Would you restate each entry word for word, omitting the pictures?

PROVIDED RECORDS:
════════════════

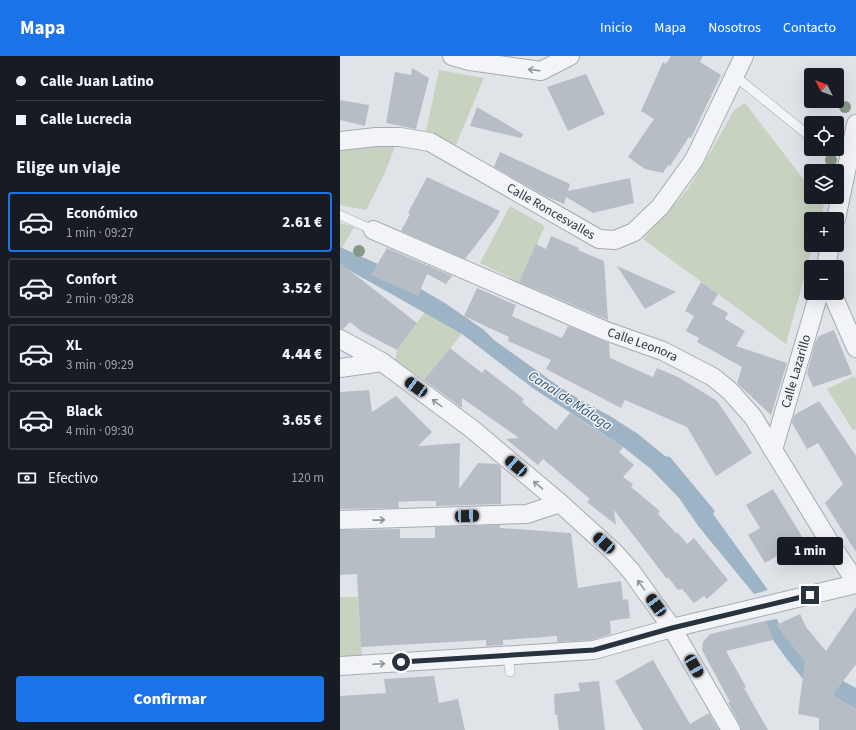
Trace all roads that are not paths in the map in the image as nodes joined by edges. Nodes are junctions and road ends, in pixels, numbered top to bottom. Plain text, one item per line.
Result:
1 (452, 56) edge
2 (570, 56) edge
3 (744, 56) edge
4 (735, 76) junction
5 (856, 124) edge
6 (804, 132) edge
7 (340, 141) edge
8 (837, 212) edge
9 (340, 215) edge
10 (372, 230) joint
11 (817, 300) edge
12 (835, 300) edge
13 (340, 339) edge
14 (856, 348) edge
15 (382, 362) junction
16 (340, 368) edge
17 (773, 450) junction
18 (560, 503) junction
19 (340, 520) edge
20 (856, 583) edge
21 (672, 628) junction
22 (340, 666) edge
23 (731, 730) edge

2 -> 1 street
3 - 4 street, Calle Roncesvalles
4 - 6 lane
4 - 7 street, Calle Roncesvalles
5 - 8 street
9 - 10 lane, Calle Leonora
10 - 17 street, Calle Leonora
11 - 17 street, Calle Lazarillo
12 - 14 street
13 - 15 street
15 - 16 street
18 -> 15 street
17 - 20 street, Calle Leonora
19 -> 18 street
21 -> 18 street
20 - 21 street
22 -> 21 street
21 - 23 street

════════════════

FINISHED TASK:
Trace all roads that are not paths in the map in the image as nodes joined by edges. Nodes are junctions and road ends, in pixels, numbered top to bottom. Plain text, one item per line.
Result:
1 (452, 56) edge
2 (570, 56) edge
3 (744, 56) edge
4 (735, 76) junction
5 (856, 124) edge
6 (804, 132) edge
7 (340, 141) edge
8 (837, 212) edge
9 (340, 215) edge
10 (372, 230) joint
11 (817, 300) edge
12 (835, 300) edge
13 (340, 339) edge
14 (856, 348) edge
15 (382, 362) junction
16 (340, 368) edge
17 (773, 450) junction
18 (560, 503) junction
19 (340, 520) edge
20 (856, 583) edge
21 (672, 628) junction
22 (340, 666) edge
23 (731, 730) edge

2 -> 1 street
3 - 4 street, Calle Roncesvalles
4 - 6 lane
4 - 7 street, Calle Roncesvalles
5 - 8 street
9 - 10 lane, Calle Leonora
10 - 17 street, Calle Leonora
11 - 17 street, Calle Lazarillo
12 - 14 street
13 - 15 street
15 - 16 street
18 -> 15 street
17 - 20 street, Calle Leonora
19 -> 18 street
21 -> 18 street
20 - 21 street
22 -> 21 street
21 - 23 street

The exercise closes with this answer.